Mañana saldré en las noticias. Dirán que el director Amalio Adánez empieza a rodar su nueva película. Y hablarán de mis éxitos anteriores, y algún periódico o revista contará mi vida, y escribirán sobre mi origen humilde, hijo de una madre soltera, escritora frustrada, empeñada en que yo estudiara cinematografía, porque era lo que me gustaba, mi pasión desde que vi las primeras películas proyectadas en una pared blanca de la plaza de Olán por unos nómadas que recorrían los pueblos con su cine ambulante.

Dirán también que es mi primera película rodada en Olán, el pueblo donde nací y viví hasta los albores de mi juventud. Y anunciarán su título: Nómadas.

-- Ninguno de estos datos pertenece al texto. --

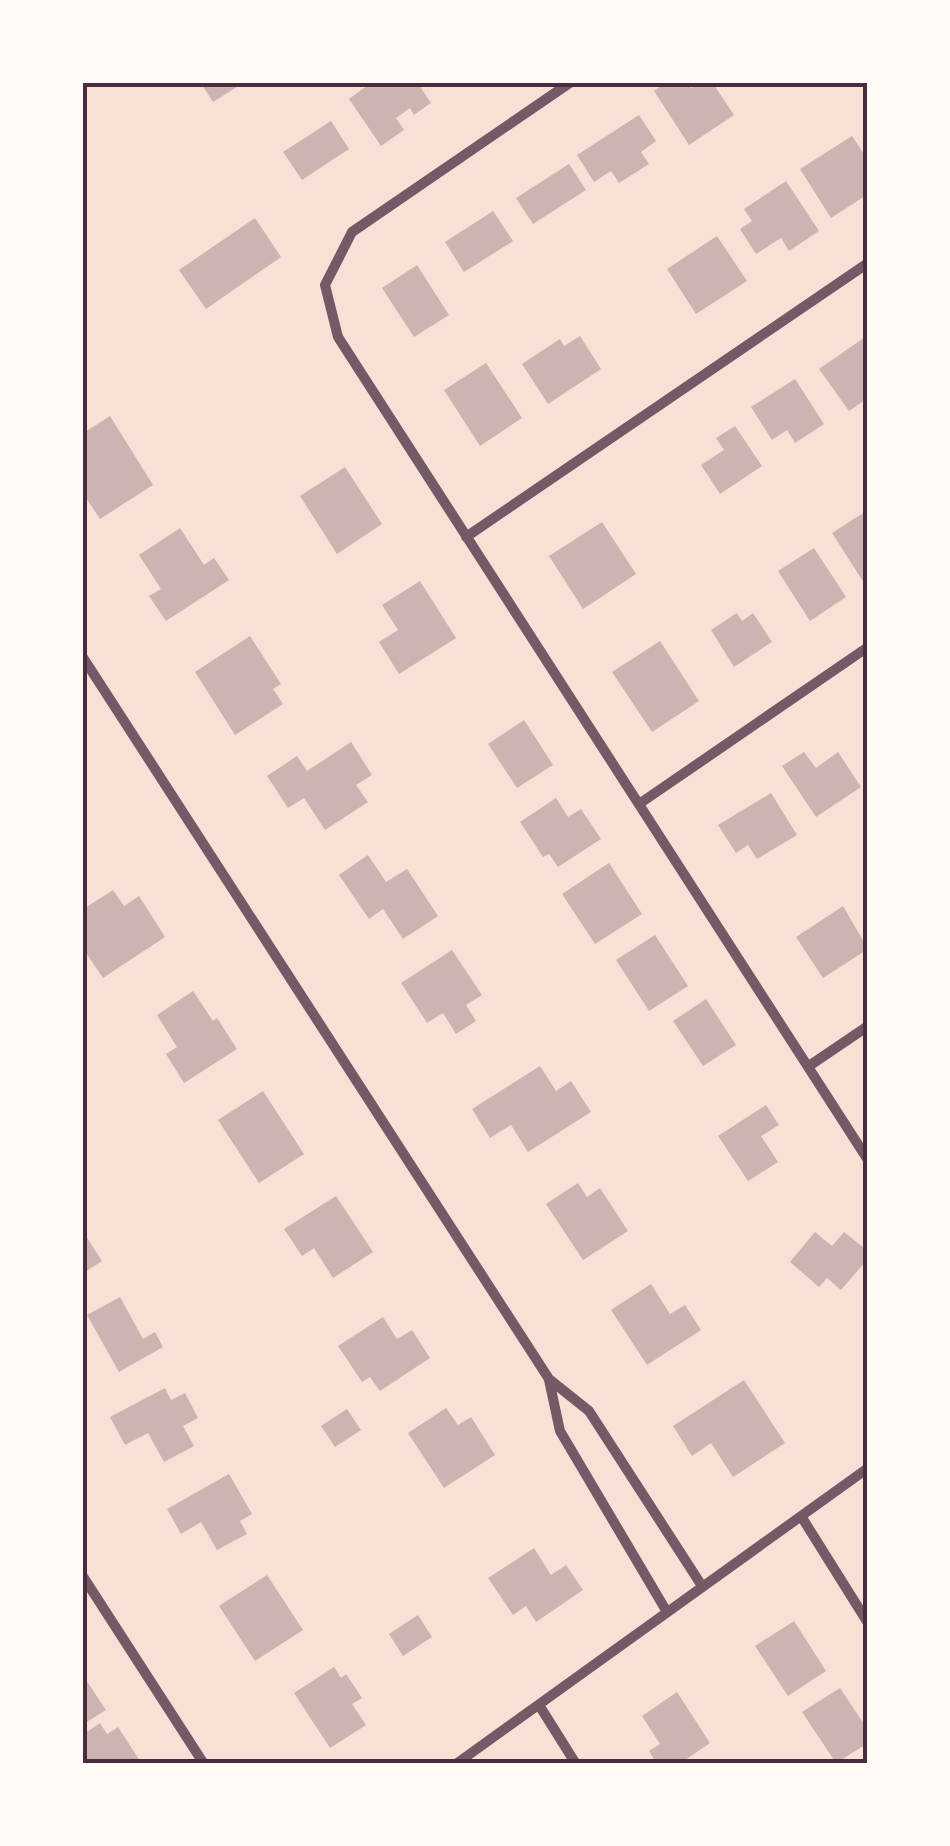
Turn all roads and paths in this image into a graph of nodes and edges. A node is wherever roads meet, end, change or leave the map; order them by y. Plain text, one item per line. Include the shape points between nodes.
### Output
1 (572, 82) edge
2 (868, 263) edge
3 (466, 537) junction
4 (868, 647) edge
5 (82, 656) edge
6 (640, 804) junction
7 (868, 1026) edge
8 (809, 1066) junction
9 (868, 1160) edge
10 (549, 1379) junction
11 (868, 1468) edge
12 (800, 1516) junction
13 (82, 1575) edge
14 (702, 1586) junction
15 (666, 1612) junction
16 (868, 1623) edge
17 (539, 1705) junction
18 (204, 1764) edge
19 (456, 1764) edge
20 (576, 1764) edge

1 - 3 street via 352,232 325,285 338,337
2 - 3 street
3 - 6 street
4 - 6 street
5 - 10 street
6 - 8 street
7 - 8 street
8 - 9 street
10 - 14 street via 589,1410
10 - 15 street via 560,1430
11 - 12 street
12 - 14 street
12 - 16 street
13 - 18 street
14 - 15 street
15 - 17 street
17 - 19 street
17 - 20 street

Son diez semanas de rodaje. Y cuando termine la película, tal vez reciba una llamada de alguien que conoce, ya viejo, al nómada que iba a Olán a arreglar paraguas. A lo mejor él mismo ve la película en alguna aldea junto al mar y me llama. Esa es mi ilusión. Y mi esperanza. Quizás el motivo por el que voy a llevar al cine las vidas de Edelina Adánez y Ovidio Aldama, mis padres.